**SUPPLIED RECORDS**
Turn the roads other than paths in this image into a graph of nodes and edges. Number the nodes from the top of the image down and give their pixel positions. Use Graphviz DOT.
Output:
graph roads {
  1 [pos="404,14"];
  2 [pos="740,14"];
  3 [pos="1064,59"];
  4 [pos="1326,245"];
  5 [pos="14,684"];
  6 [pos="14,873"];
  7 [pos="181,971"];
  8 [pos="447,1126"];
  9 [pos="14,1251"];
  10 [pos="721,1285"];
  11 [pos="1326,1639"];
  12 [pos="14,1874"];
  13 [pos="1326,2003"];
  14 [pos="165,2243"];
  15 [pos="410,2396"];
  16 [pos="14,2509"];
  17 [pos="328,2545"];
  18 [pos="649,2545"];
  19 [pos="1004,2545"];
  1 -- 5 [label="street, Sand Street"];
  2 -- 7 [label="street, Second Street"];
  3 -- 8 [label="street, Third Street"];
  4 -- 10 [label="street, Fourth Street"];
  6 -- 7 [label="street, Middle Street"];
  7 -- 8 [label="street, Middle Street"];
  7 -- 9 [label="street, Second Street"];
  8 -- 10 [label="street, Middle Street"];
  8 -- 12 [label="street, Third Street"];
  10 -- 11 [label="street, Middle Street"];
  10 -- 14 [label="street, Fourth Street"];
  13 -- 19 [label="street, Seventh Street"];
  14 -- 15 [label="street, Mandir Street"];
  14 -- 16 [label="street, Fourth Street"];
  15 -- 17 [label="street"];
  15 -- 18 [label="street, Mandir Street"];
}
---
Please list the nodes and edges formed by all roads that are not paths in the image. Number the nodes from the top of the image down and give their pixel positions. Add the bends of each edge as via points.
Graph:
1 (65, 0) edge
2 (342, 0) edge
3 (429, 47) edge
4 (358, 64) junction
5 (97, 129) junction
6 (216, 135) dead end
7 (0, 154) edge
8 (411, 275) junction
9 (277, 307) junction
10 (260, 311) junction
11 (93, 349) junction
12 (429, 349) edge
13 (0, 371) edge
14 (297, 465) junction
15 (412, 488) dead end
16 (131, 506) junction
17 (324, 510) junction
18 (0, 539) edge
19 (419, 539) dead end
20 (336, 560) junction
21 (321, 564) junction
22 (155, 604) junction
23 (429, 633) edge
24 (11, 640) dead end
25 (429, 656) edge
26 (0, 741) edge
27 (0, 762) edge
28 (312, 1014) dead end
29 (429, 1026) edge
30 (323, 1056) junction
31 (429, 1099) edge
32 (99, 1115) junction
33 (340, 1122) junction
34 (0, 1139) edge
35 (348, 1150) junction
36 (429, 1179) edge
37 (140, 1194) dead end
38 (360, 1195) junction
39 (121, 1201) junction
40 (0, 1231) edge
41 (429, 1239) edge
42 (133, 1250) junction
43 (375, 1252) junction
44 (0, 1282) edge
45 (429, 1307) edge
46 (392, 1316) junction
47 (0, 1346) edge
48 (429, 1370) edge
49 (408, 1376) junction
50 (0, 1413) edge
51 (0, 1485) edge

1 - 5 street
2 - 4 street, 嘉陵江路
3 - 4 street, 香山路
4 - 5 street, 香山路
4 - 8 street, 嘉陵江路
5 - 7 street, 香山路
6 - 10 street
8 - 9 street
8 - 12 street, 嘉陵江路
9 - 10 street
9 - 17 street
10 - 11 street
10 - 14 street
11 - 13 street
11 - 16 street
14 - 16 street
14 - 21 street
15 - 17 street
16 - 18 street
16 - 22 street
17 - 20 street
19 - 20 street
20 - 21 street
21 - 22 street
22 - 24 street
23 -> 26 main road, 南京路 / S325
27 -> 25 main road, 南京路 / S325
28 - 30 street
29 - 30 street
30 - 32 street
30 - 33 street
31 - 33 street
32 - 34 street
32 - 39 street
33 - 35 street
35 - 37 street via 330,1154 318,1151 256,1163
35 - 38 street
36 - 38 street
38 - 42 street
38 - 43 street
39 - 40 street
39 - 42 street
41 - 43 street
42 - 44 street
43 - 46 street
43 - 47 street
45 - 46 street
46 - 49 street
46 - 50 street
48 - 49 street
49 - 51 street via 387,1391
--
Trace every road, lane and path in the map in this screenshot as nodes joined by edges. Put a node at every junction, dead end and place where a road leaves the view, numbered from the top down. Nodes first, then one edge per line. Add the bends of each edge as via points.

**WORK ITEM**
Some lines above contain the word "from". Copy each of them.

**TASK RESULT**
Turn the roads other than paths in this image into a graph of nodes and edges. Number the nodes from the top of the image down and give their pixel positions. Use Graphviz DOT.
Please list the nodes and edges formed by all roads that are not paths in the image. Number the nodes from the top of the image down and give their pixel positions. Add the bends of each edge as via points.
Trace every road, lane and path in the map in this screenshot as nodes joined by edges. Put a node at every junction, dead end and place where a road leaves the view, numbered from the top down. Nodes first, then one edge per line. Add the bends of each edge as via points.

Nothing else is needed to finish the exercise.